STUDYING SMALL SOLAR SYSTEM OBJECTS WITH ADAPTIVE OPTICS IN CONTEXT WITH SPACE MISSIONS

M. Hartung(1), A. Coustenis(2), C. Dumas(1), M. Hirtzig(2), T. M. Herbst(3), E. Gendron(2), L. M. Close(4), R. Lenzen(3), M. Combes(2), and P. Drossart(2)
(1) European Southern Observatory, Santiago de Chile, Chile
(2) Observatoire Paris-Meudon, Meudon, France
(3) Max-Planck Institut für Astronomie, Heidelberg, Germany
(4) Steward Observatory, University of Arizona, Tucson, USA

Adaptive optics (AO) has left its infancy and experimental phase. The major telescopes are equipped with mature AO facility instruments. AO has become indispensable for high-resolution astrophysics since a couple of years. Still, data reduction techniques are in the process of evolution (e.g. convolution, PSF reconstruction, photometry), and the reliability of these data (AO artefacts) under discussion. For most astronomical targets, AO generated image data cannot be directly verified. Only space missions to solar-system objects make a direct comparison possible.

In the context of the Cassini/Huygens mission within the ESA coordinated ground-based observation campaign, stunning VLT/NACO data of Titan have been obtained uniquely demonstrating the potential and reliability of modern AO technology.

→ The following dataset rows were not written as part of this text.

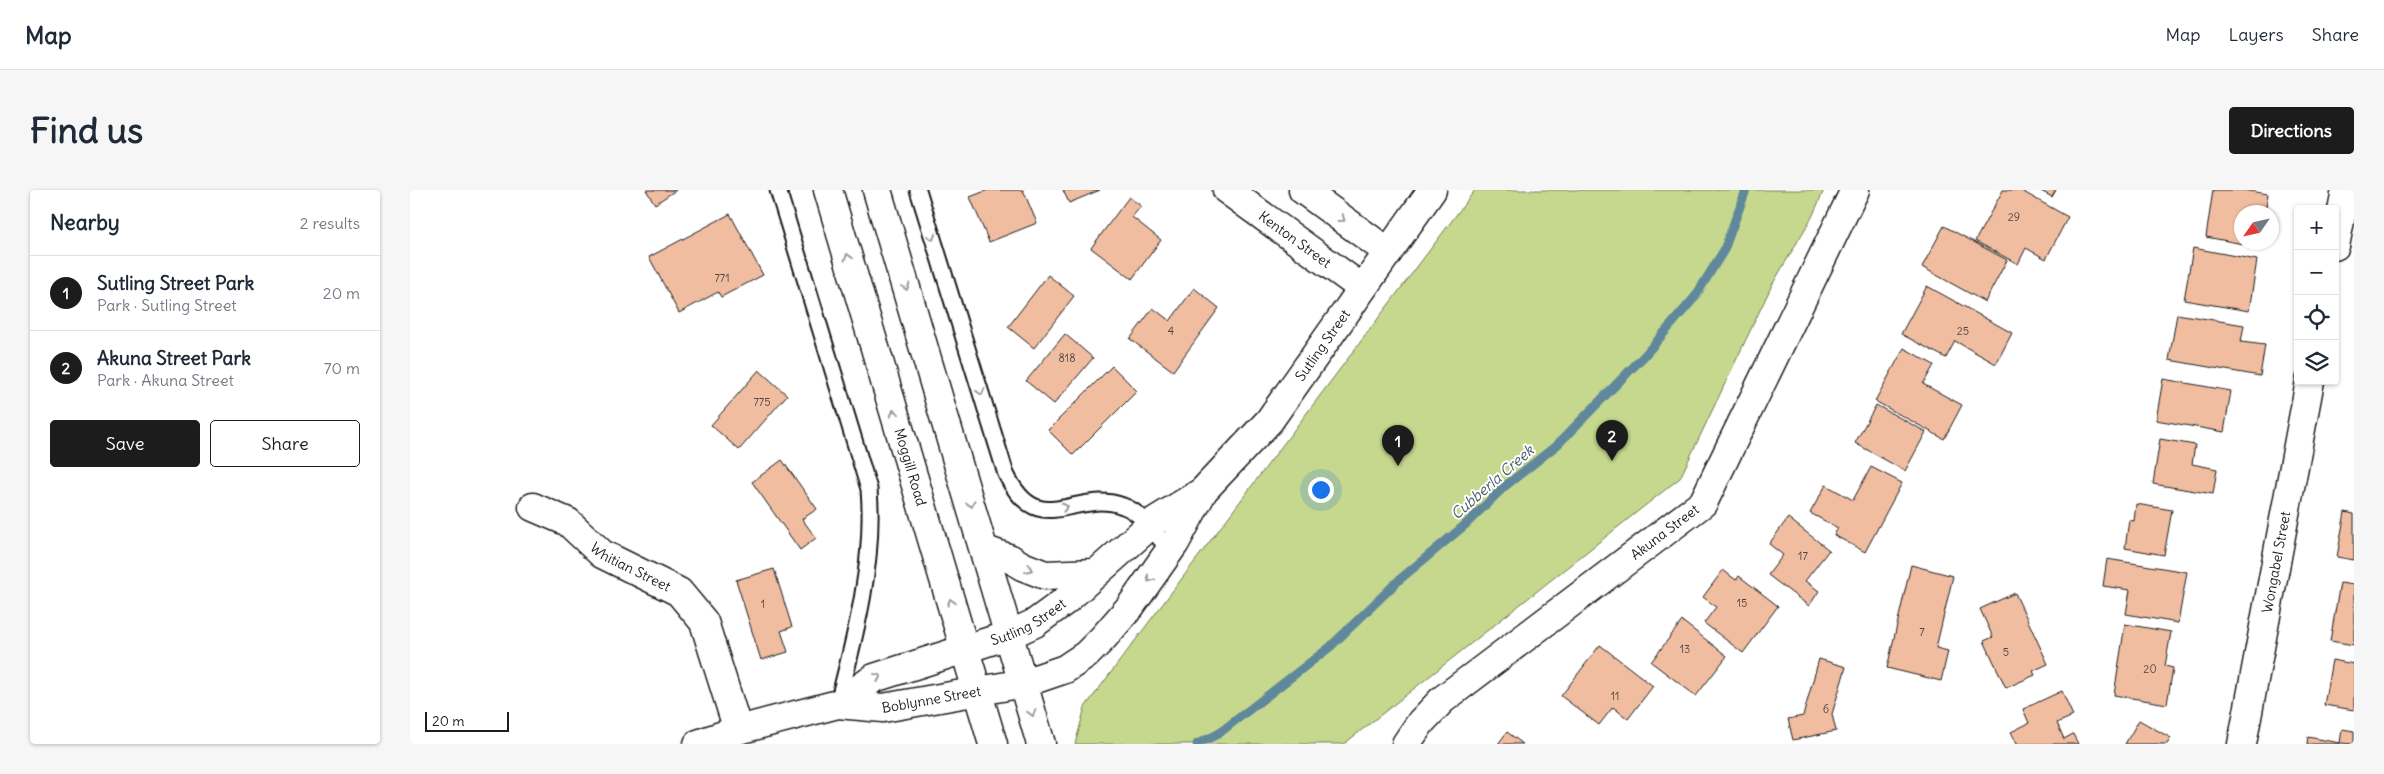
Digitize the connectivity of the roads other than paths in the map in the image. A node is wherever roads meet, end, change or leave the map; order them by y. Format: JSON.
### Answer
{"nodes":[{"id":1,"x":778,"y":190,"type":"edge"},
{"id":2,"x":828,"y":190,"type":"edge"},
{"id":3,"x":877,"y":190,"type":"edge"},
{"id":4,"x":918,"y":190,"type":"edge"},
{"id":5,"x":1227,"y":190,"type":"edge"},
{"id":6,"x":1303,"y":190,"type":"edge"},
{"id":7,"x":1432,"y":190,"type":"edge"},
{"id":8,"x":1855,"y":190,"type":"edge"},
{"id":9,"x":2346,"y":190,"type":"edge"},
{"id":10,"x":2339,"y":226,"type":"edge"},
{"id":11,"x":1388,"y":252,"type":"junction"},
{"id":12,"x":1362,"y":288,"type":"junction"},
{"id":13,"x":2309,"y":385,"type":"edge"},
{"id":14,"x":1202,"y":492,"type":"junction"},
{"id":15,"x":533,"y":507,"type":"dead end"},
{"id":16,"x":1148,"y":526,"type":"junction"},
{"id":17,"x":985,"y":550,"type":"junction"},
{"id":18,"x":1170,"y":551,"type":"junction"},
{"id":19,"x":1095,"y":573,"type":"junction"},
{"id":20,"x":1009,"y":635,"type":"junction"},
{"id":21,"x":964,"y":649,"type":"junction"},
{"id":22,"x":1024,"y":683,"type":"junction"},
{"id":23,"x":977,"y":692,"type":"junction"},
{"id":24,"x":838,"y":704,"type":"junction"},
{"id":25,"x":738,"y":730,"type":"junction"},
{"id":26,"x":698,"y":744,"type":"edge"},
{"id":27,"x":993,"y":744,"type":"edge"},
{"id":28,"x":1041,"y":744,"type":"edge"},
{"id":29,"x":1406,"y":744,"type":"edge"},
{"id":30,"x":2242,"y":744,"type":"edge"}],
"edges":[{"from":1,"to":24,"type":"lane"},
{"from":21,"to":2,"type":"main road","name":"Moggill Road","one_way":true},
{"from":3,"to":17,"type":"main road","one_way":true},
{"from":4,"to":16,"type":"lane","one_way":true},
{"from":5,"to":12,"type":"main road","name":"Kenton Street"},
{"from":6,"to":11,"type":"main road","one_way":true},
{"from":7,"to":11,"type":"main road","name":"Sutling Street"},
{"from":8,"to":29,"type":"main road","name":"Akuna Street"},
{"from":9,"to":10,"type":"main road"},
{"from":11,"to":12,"type":"main road","name":"Sutling Street"},
{"from":12,"to":14,"type":"main road","name":"Sutling Street"},
{"from":13,"to":30,"type":"main road","name":"Wongabel Street"},
{"from":14,"to":16,"type":"main road","name":"Sutling Street"},
{"from":14,"to":18,"type":"main road","name":"Sutling Street"},
{"from":15,"to":25,"type":"main road","name":"Whitian Street"},
{"from":16,"to":18,"type":"lane"},
{"from":16,"to":19,"type":"main road","name":"Sutling Street"},
{"from":17,"to":19,"type":"main road","one_way":true},
{"from":17,"to":20,"type":"main road"},
{"from":18,"to":22,"type":"main road","name":"Sutling Street","one_way":true},
{"from":19,"to":20,"type":"main road","name":"Sutling Street"},
{"from":20,"to":21,"type":"main road","name":"Sutling Street"},
{"from":20,"to":22,"type":"main road"},
{"from":21,"to":23,"type":"main road","name":"Moggill Road"},
{"from":24,"to":21,"type":"main road","name":"Boblynne Street","one_way":true},
{"from":22,"to":23,"type":"main road","name":"Boblynne Street"},
{"from":22,"to":28,"type":"main road","one_way":true},
{"from":23,"to":24,"type":"main road","name":"Boblynne Street"},
{"from":23,"to":27,"type":"main road","name":"Moggill Road"},
{"from":24,"to":25,"type":"main road","name":"Boblynne Street"},
{"from":25,"to":26,"type":"main road","name":"Boblynne Street"}]}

Re-projecting the Cassini/ISS map to the same viewing angle prevailing at the time of NACO AO observations allows us to compare directly the surface details (see figure).

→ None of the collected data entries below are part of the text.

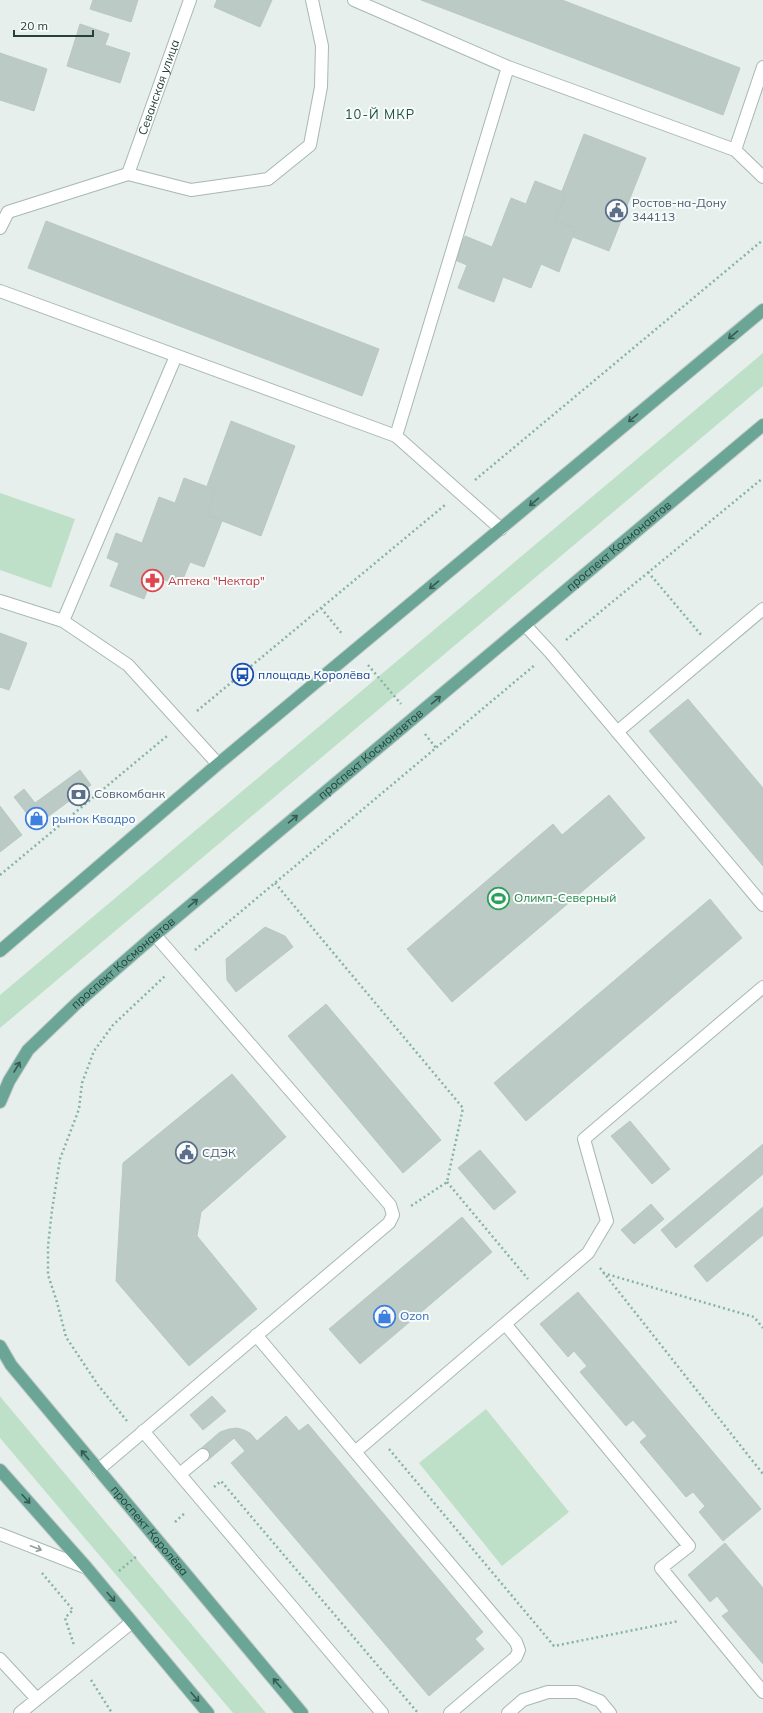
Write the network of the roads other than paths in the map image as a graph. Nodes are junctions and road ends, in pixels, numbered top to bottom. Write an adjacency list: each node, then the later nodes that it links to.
1 (190, 0): 7 (street, Севанская улица)
2 (312, 0): 7 (street)
3 (354, 0): 5 (street)
4 (763, 66): 6 (street)
5 (508, 67): 6 (street); 14 (street)
6 (735, 150): 8 (street)
7 (128, 174): 9 (street)
8 (763, 177)
9 (0, 228)
10 (0, 291): 12 (street)
11 (763, 310): 15 (main road, one-way to 15)
12 (176, 356): 14 (street); 18 (street)
13 (763, 425): 19 (main road, проспект Космонавтов)
14 (396, 436): 15 (street)
15 (501, 529): 21 (main road, one-way to 21)
16 (0, 601): 18 (street)
17 (763, 609): 20 (street)
18 (63, 620): 21 (street)
19 (525, 625): 20 (street); 23 (main road, проспект Космонавтов, one-way to 19)
20 (617, 732): 22 (street)
21 (218, 764): 24 (main road)
22 (763, 905)
23 (155, 935): 26 (main road, проспект Космонавтов, one-way to 23); 28 (street)
24 (0, 951)
25 (763, 987): 27 (street)
26 (0, 1102)
27 (506, 1325): 31 (street); 40 (street)
28 (256, 1335): 30 (street); 31 (street)
29 (0, 1346): 34 (main road, проспект Королёва, one-way to 29)
30 (143, 1431): 34 (street); 35 (street)
31 (355, 1452): 46 (street)
32 (203, 1456): 35 (street)
33 (0, 1470): 37 (main road, one-way to 37)
34 (98, 1470): 44 (main road, проспект Королёва, one-way to 34)
35 (180, 1474): 45 (street)
36 (0, 1534): 37 (street, one-way to 37)
37 (87, 1568): 38 (main road, one-way to 38)
38 (132, 1622): 41 (street); 43 (main road, one-way to 43)
39 (0, 1659): 41 (street)
40 (763, 1692)
41 (37, 1699): 42 (street)
42 (20, 1713)
43 (208, 1713)
44 (302, 1713)
45 (382, 1713)
46 (450, 1713)
47 (508, 1713): 48 (street)
48 (610, 1713)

At small angular-size objects as Titan, Pluto, Charon, and the asteroid Vesta, we demonstrate how AO supported ground-based observations combined with sophisticated instrumentation such as Simultaneous Differential Imaging, Fabry-Perot, 3-D spectroscopy have become inalienable to support space missions and to complement their scientific achievements.